Mladic waves at his victims

Ratko Mladic waved in our direction when he entered the courtroom this morning, flashing a defiant thumbs-up sign. Seated near me in the spectator section of the Yugoslav war crimes tribunal were a couple of Muslim refugees from Bosnia, Jasmina Mujkanovic and Satko Mujagic. Caught by surprise by Mladic’s greeting, they waved back, with smiles ...

Ratko Mladic waved in our direction when he entered the courtroom this morning, flashing a defiant thumbs-up sign. Seated near me in the spectator section of the Yugoslav war crimes tribunal were a couple of Muslim refugees from Bosnia, Jasmina Mujkanovic and Satko Mujagic. Caught by surprise by Mladic’s greeting, they waved back, with smiles on their faces.

Like many of the spectators at today’s proceedings, Satko and Jasmina suffered grievously at the hands of Mladic, during the three and a half year war in Bosnia. Jasmina lost her father in the infamous Omarska concentration camp. Satko was beaten and tortured at the same camp before eventually being released following a wave of international outrage over Bosnian Serb brutality. So why did he smile at his tormentor?

"I felt good that he was there," the former prisoner explained. (Watch the video above.) He wanted to send a message to Mladic that "I am glad that I can watch you from this side as a free man while you sit there defending yourself for what you did."

Now living in Holland, both Satko and Jasmina are originally from the town of Kozarac in northwestern Bosnia, which was taken over by the Serbs soon after the outbreak of war in March 1992. Several thousand Kozarac residents were killed in the first few weeks of the war, as Serbian paramilitaries terrorized the Muslim inhabitants, forcing many to flee and interning others in camps like Omarska.

After brushing away tears in memory of her father, Jasmina also said that she was "happy" to be in the courtroom to see Mladic finally face justice, after sixteen years on the run. "I wanted to see him. They finally got him and he is finally here. It is a good feeling to see him sitting there."

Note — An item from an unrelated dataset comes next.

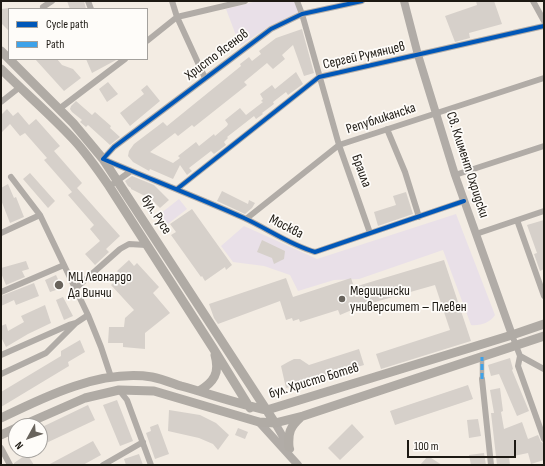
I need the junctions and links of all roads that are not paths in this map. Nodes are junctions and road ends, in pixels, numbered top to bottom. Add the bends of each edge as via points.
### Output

As she stared into Mladic’s face through the thick glass partition separating the spectator area from the rest of the courtroom, Jasmina detected no sign of remorse. She noticed that the man known to Muslims as "the butcher of Bosnia" seemed to nod approvingly as prosecutor Dermot Groome read out the long list of charges against him, including the massacre of at least 7,000 Muslim prisoners at Srebrenica. 

"He looked at me, but I just looked back, and I felt good because I am here. He is a bad man, and he is sitting where he belongs."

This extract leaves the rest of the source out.